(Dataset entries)
------

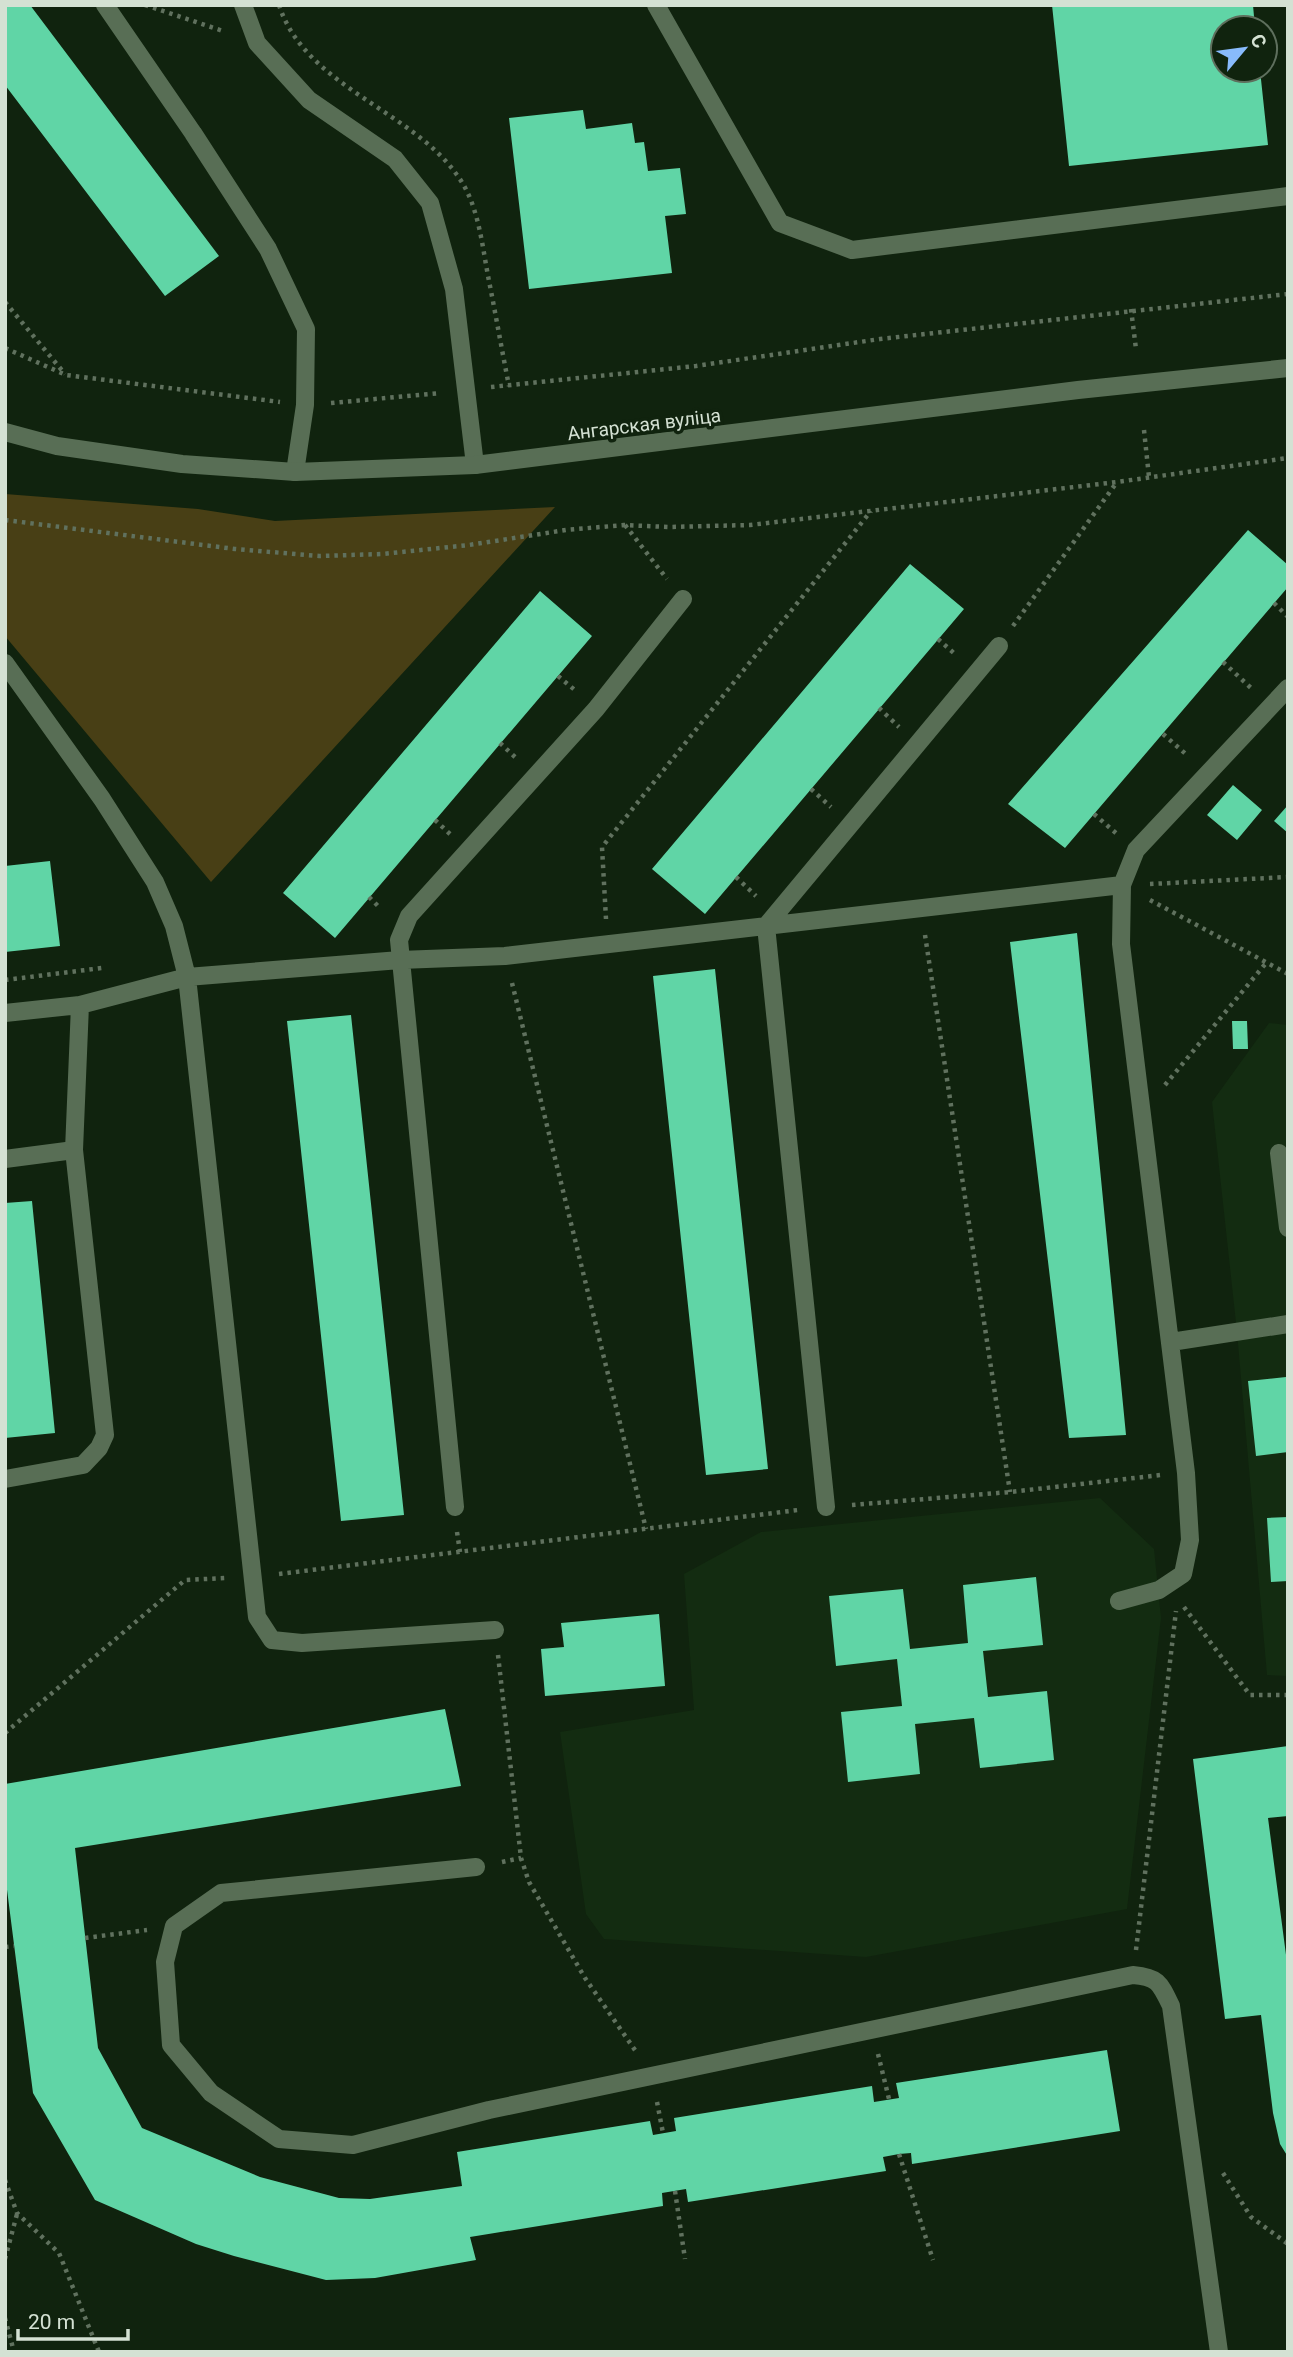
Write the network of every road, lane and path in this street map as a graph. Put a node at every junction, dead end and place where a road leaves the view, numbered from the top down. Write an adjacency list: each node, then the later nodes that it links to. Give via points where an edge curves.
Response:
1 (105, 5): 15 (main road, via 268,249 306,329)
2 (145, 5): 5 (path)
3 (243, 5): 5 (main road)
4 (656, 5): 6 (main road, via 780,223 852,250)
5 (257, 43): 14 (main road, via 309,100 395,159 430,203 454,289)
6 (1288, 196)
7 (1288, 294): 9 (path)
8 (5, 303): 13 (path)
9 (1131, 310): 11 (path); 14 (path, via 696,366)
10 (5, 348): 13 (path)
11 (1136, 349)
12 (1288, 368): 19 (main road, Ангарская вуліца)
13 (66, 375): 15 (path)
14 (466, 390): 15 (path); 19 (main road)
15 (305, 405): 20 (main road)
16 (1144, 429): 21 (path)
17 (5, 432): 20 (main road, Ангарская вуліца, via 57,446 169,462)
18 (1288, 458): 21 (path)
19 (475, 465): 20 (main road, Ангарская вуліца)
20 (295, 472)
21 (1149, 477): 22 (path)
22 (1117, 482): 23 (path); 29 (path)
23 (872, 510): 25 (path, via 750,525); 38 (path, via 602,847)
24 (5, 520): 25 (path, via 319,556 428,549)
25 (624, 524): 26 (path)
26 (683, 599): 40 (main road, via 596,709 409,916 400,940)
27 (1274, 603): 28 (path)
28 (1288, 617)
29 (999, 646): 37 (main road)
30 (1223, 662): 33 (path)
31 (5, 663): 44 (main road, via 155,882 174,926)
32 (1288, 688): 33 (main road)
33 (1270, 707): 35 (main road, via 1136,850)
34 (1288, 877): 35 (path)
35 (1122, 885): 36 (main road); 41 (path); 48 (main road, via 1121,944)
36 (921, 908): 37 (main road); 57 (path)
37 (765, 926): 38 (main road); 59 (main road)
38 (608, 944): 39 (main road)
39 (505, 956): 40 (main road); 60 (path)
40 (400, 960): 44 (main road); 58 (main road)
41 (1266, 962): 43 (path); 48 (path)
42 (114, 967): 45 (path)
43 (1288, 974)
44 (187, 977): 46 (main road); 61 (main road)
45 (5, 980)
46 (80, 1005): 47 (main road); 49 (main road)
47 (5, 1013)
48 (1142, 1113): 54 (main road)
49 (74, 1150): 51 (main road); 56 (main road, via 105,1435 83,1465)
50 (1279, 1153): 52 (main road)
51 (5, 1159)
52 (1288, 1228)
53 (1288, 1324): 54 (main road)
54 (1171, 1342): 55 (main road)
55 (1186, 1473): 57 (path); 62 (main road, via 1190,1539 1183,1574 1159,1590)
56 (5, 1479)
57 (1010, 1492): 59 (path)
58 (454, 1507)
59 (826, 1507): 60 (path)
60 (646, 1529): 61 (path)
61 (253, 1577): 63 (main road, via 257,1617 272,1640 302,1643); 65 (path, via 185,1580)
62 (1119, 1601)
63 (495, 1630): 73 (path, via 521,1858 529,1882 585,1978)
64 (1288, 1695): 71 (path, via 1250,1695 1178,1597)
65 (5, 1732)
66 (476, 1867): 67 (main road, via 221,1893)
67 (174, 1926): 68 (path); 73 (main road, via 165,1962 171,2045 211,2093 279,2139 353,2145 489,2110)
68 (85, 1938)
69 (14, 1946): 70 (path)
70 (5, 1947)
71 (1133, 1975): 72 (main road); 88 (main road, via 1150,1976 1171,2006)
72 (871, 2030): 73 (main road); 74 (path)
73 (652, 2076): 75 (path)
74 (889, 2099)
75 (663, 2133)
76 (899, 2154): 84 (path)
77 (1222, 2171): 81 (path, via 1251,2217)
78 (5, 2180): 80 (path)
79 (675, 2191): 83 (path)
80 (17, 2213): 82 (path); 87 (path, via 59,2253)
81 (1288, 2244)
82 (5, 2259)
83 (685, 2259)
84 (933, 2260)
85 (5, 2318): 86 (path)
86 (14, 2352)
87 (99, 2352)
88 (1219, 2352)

------

The problem:
Every line above holding the string "Ангарская" should be listed.

Answer space:
12 (1288, 368): 19 (main road, Ангарская вуліца)
17 (5, 432): 20 (main road, Ангарская вуліца, via 57,446 169,462)
19 (475, 465): 20 (main road, Ангарская вуліца)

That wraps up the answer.